Jos Hendrickx Biography

Jos Hendrickx

Belgian

1906–1971

Biography

Painter, printmaker, and stained-glass artist Jos Hendrickx was born in Borgerhout, Belgium, on March 13, 1906, the second of what would ultimately be thirteen children. Showing an early interest in art, he began taking classes at the Royal Academy of Fine Arts in Antwerp while still in his teens. This went against his father's wishes and he therefor had to support himself as a dockworker. While at the Academy he studied under Jan De Graef, Walter Stevens, and Eugeen Van Miegham.

In 1925 at age nineteen he was accepted into the National Higher Institute of Fine Arts, Antwerp. Among his professors were Isidore Opsomer, with whom he studied figure drawing and painting, and Eduard Pellens, with whom he studied engraving. He moved to in Paris in 1930 but had to return to Belgium when his father died the following year. 
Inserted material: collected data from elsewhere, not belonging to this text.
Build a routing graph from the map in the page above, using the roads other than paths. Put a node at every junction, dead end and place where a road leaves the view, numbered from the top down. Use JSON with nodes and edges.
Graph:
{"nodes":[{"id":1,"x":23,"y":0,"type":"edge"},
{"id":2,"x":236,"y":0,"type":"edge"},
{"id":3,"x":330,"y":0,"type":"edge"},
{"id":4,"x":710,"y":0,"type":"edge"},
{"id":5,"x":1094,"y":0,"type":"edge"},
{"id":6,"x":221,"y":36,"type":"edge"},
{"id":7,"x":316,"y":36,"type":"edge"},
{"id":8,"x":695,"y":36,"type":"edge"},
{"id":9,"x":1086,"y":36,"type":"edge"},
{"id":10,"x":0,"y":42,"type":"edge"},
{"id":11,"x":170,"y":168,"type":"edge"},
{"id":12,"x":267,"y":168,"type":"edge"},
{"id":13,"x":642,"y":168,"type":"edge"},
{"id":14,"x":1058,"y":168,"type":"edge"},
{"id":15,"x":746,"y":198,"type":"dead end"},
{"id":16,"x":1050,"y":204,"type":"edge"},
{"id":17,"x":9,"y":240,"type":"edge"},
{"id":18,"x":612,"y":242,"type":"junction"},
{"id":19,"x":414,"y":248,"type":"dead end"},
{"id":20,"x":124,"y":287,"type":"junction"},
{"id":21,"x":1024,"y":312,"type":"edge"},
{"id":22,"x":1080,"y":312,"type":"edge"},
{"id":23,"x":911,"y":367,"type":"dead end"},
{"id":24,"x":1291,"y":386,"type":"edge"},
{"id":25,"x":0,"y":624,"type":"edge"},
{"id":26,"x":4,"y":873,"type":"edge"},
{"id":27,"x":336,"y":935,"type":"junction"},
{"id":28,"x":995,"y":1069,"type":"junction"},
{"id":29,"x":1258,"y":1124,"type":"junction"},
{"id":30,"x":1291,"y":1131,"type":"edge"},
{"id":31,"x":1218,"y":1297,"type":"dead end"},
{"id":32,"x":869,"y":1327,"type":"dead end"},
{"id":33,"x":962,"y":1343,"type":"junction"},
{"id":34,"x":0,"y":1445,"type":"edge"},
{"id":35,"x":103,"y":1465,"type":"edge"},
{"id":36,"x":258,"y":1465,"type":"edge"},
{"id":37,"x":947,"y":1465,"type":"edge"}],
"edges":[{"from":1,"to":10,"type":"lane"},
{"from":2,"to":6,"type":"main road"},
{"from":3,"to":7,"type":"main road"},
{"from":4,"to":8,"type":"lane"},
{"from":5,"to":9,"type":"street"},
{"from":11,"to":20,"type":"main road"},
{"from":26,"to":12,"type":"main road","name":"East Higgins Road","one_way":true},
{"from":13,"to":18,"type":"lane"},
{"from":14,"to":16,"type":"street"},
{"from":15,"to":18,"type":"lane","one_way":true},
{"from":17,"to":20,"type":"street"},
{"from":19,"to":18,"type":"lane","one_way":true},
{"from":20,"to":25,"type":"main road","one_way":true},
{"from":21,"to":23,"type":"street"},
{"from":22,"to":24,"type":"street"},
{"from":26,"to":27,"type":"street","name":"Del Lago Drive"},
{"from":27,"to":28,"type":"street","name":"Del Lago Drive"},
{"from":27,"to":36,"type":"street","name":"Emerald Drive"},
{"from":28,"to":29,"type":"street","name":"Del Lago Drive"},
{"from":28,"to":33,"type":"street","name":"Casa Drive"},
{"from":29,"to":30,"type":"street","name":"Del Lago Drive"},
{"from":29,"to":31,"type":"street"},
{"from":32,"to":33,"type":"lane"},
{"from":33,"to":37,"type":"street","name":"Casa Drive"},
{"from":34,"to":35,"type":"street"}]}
After settling once more in Belgium, he focused on images of flora and of architecture, executing a series of drawings titled "Tree and Greenhouses." He became a member of the Jonge Pilgrim group which promoted Christian art and the helped to develop the Animism art movement, which focused on the spiritual. However, his interest in the avent-garde, likely sparked by his time in Paris, set him somewhat appart from his peers. He opened his own studio in Berchem in 1936 and began exhibiting in Belgium and internationally. Among his first major commissions was forty woodengravings on the life of Saint Francis for the 1937 Paris World's Fair. 

Hendrickx received commissions for stained glass windows in various churches and chapels in Belgium, including a ninteen-panel series for the parish church of St. Remigius in Baarle-Hertog.
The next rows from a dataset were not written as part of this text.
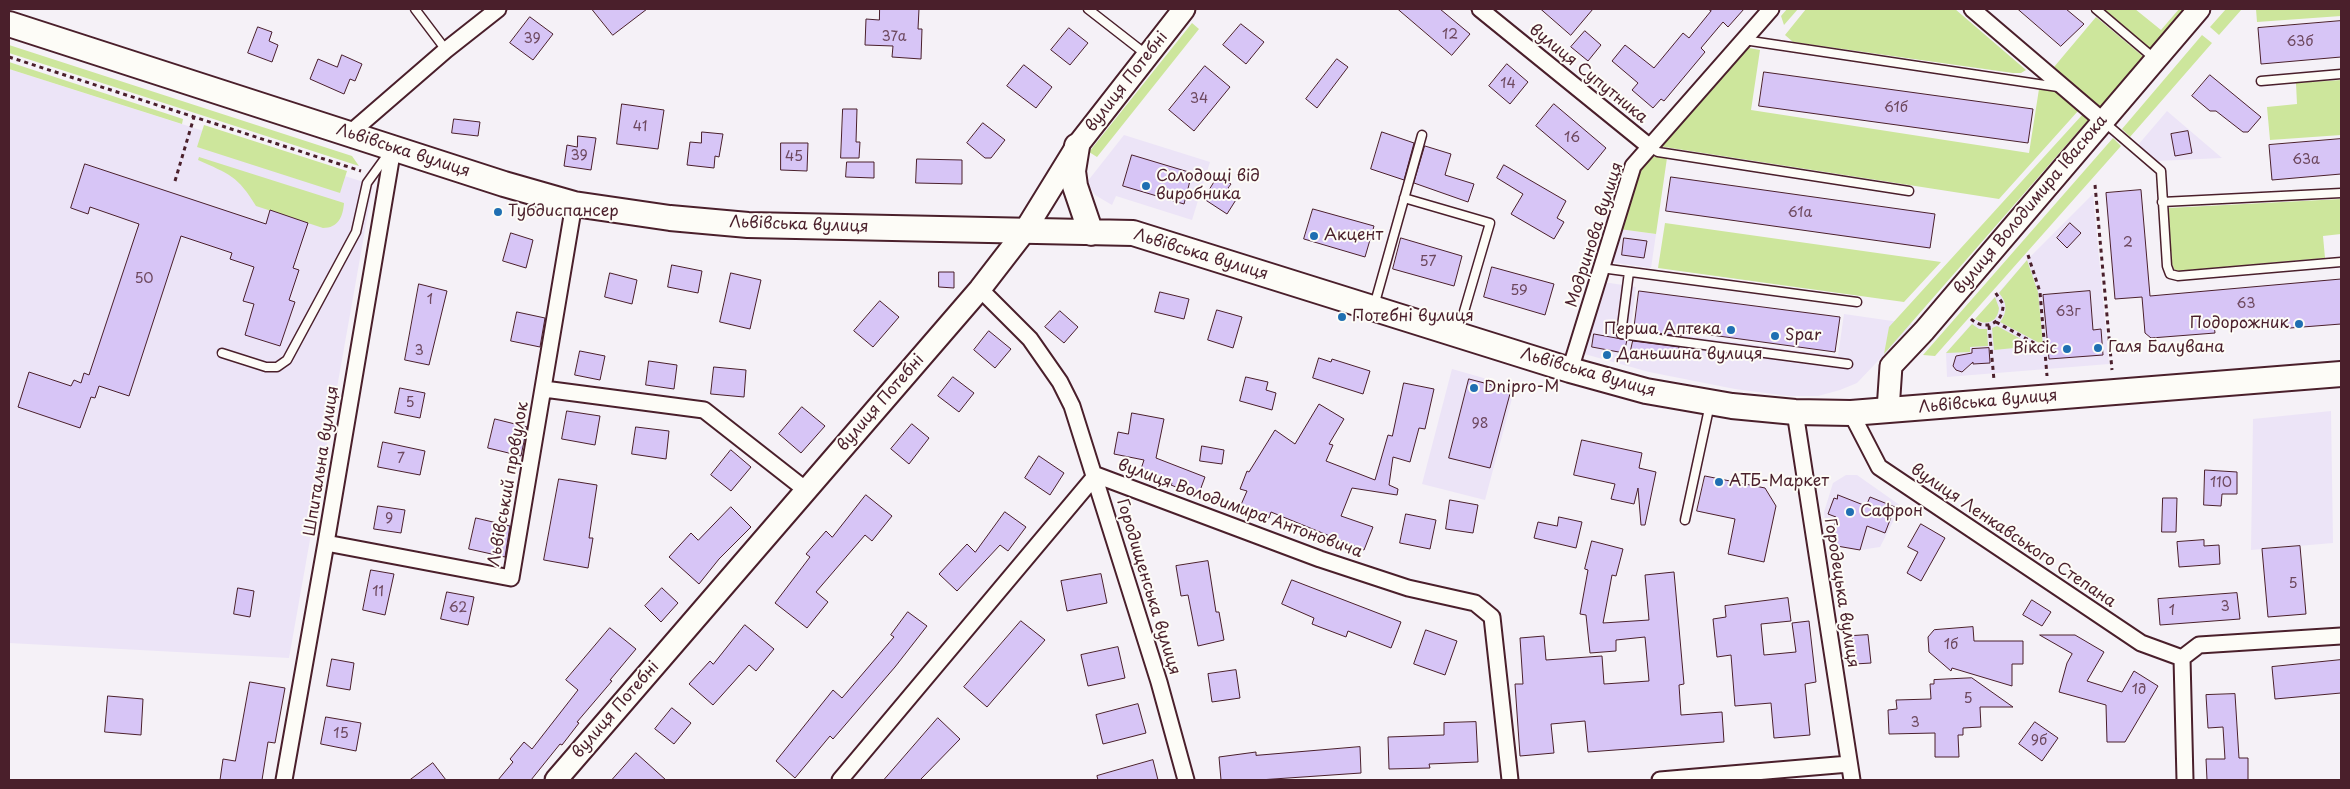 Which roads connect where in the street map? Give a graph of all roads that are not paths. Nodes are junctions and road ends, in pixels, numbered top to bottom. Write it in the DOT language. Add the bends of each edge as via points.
graph roads {
  1 [pos="415,9"];
  2 [pos="498,9"];
  3 [pos="1088,9"];
  4 [pos="1184,9"];
  5 [pos="1480,9"];
  6 [pos="1771,9"];
  7 [pos="1972,9"];
  8 [pos="2096,9"];
  9 [pos="2199,9"];
  10 [pos="9,24"];
  11 [pos="1744,40"];
  12 [pos="446,50"];
  13 [pos="1147,55"];
  14 [pos="2155,59"];
  15 [pos="2341,74"];
  16 [pos="2262,81"];
  17 [pos="2065,88"];
  18 [pos="2102,120"];
  19 [pos="350,134"];
  20 [pos="1422,135"];
  21 [pos="1076,146"];
  22 [pos="1650,147"];
  23 [pos="392,148"];
  24 [pos="1909,190"];
  25 [pos="2341,193"];
  26 [pos="1404,198"];
  27 [pos="2162,202"];
  28 [pos="574,204"];
  29 [pos="1024,232"];
  30 [pos="1091,233"];
  31 [pos="2341,262"];
  32 [pos="1601,268"];
  33 [pos="1630,272"];
  34 [pos="980,289"];
  35 [pos="1857,302"];
  36 [pos="1373,308"];
  37 [pos="1458,334"];
  38 [pos="222,353"];
  39 [pos="1848,364"];
  40 [pos="1570,370"];
  41 [pos="2341,374"];
  42 [pos="544,389"];
  43 [pos="1710,402"];
  44 [pos="1888,410"];
  45 [pos="1795,412"];
  46 [pos="1851,413"];
  47 [pos="1096,475"];
  48 [pos="806,490"];
  49 [pos="1685,520"];
  50 [pos="326,543"];
  51 [pos="2341,636"];
  52 [pos="2182,658"];
  53 [pos="1849,764"];
  54 [pos="284,780"];
  55 [pos="556,780"];
  56 [pos="840,780"];
  57 [pos="1186,780"];
  58 [pos="1510,780"];
  59 [pos="1660,780"];
  60 [pos="1852,780"];
  61 [pos="2185,780"];
  1 -- 12 [label="lane"];
  2 -- 12 [label="street"];
  3 -- 13 [label="lane"];
  4 -- 13 [label="street, вулиця Потебні"];
  5 -- 22 [label="street, вулиця Супутника"];
  6 -- 11 [label="street, Модринова вулиця"];
  7 -- 17 [label="street"];
  8 -- 14 [label="lane"];
  9 -- 14 [label="street, вулиця Володимира Івасюка"];
  10 -- 19 [label="main road, Львівська вулиця"];
  11 -- 17 [label="lane"];
  11 -- 22 [label="street, Модринова вулиця"];
  12 -- 19 [label="street"];
  13 -- 21 [label="street, вулиця Потебні"];
  14 -- 18 [label="street, вулиця Володимира Івасюка"];
  15 -- 16 [label="lane"];
  17 -- 18 [label="street"];
  18 -- 27 [label="lane" via="2161,171"];
  18 -- 44 [label="street, вулиця Володимира Івасюка" via="1891,366"];
  19 -- 23 [label="main road, Львівська вулиця"];
  20 -- 26 [label="lane"];
  21 -- 29 [label="street, вулиця Потебні"];
  21 -- 30 [label="main road" via="1072,171"];
  22 -- 24 [label="lane" via="1658,152"];
  22 -- 32 [label="street, Модринова вулиця" via="1633,166"];
  23 -- 28 [label="main road, Львівська вулиця"];
  23 -- 38 [label="lane" via="367,183 356,232 287,360 277,367 266,367"];
  23 -- 50 [label="street, Шпитальна вулиця"];
  25 -- 27 [label="lane"];
  26 -- 36 [label="lane"];
  26 -- 37 [label="lane" via="1490,223"];
  27 -- 31 [label="lane" via="2170,274 2178,276"];
  28 -- 29 [label="main road, Львівська вулиця" via="748,225"];
  28 -- 42 [label="street, Львівський провулок"];
  29 -- 30 [label="main road, Львівська вулиця"];
  29 -- 34 [label="street, вулиця Потебні"];
  30 -- 36 [label="main road, Львівська вулиця" via="1133,233"];
  32 -- 33 [label="lane"];
  32 -- 40 [label="street, Модринова вулиця"];
  33 -- 35 [label="lane"];
  33 -- 39 [label="lane" via="1621,334"];
  34 -- 47 [label="street, Городищенська вулиця" via="1030,339 1060,382 1072,406"];
  34 -- 48 [label="street, вулиця Потебні"];
  36 -- 37 [label="main road, Львівська вулиця"];
  37 -- 40 [label="main road, Львівська вулиця"];
  40 -- 43 [label="main road, Львівська вулиця" via="1646,391"];
  41 -- 44 [label="main road, Львівська вулиця"];
  42 -- 48 [label="street, Львівський провулок" via="704,410"];
  42 -- 50 [label="street, Львівський провулок" via="511,578"];
  43 -- 45 [label="main road, Львівська вулиця"];
  43 -- 49 [label="lane"];
  44 -- 46 [label="main road, Львівська вулиця"];
  45 -- 46 [label="main road, Львівська вулиця"];
  45 -- 53 [label="street, Городецька вулиця"];
  46 -- 52 [label="street, вулиця Ленкавського Степана" via="1879,468 2141,643"];
  47 -- 56 [label="street, вулиця Володимира Антоновича"];
  47 -- 57 [label="street, Городищенська вулиця"];
  47 -- 58 [label="street, вулиця Володимира Антоновича" via="1329,562 1408,588 1475,602 1492,617"];
  48 -- 55 [label="street, вулиця Потебні"];
  50 -- 54 [label="street, Шпитальна вулиця"];
  51 -- 52 [label="street" via="2199,645"];
  52 -- 61 [label="street"];
  53 -- 59 [label="street"];
  53 -- 60 [label="street, Городецька вулиця"];
}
In addition to his fine art career, he was a teacher at the Secondary Vocational and Industrial School on Beveren from 1938 to 1946, teaching practical and free-hand drawing. He then took a post at the Royal Academy of Fine Arts, Antwerp, where he taught drawing, graphic arts, and poster design from 1946 to 1952. From 1951 until his death, he taught was a professor of etching and engraving at the National Higher Institute of Fine Arts. In 1949 he purchased the former Van der Biest Almshaus, where he remained for the rest of his life. It was there that he was able to complete larger stained-glass projects, executing the entire process himself. Jos Hendrickx died in Antwerp on November 16, 1971.

Hendrickx's work is held in the collections of the Royal Museums of Fine art in Antwerp and Brussels, and in instutions in France, Germany, and the United States. He received awards for his work in shows in Warsaw (1933), Chicago (1938), Lugano (1954), Leipzig (1965), and Krakow (1968). Recognitions included an honorary membership to the Accademia delle Arti del Disegno di Firenze, and inclusion as a corresponding member of the Royal Academy of Sciences, Letters, and Fine Arts of Belgium on the suggestion of Marc Severin.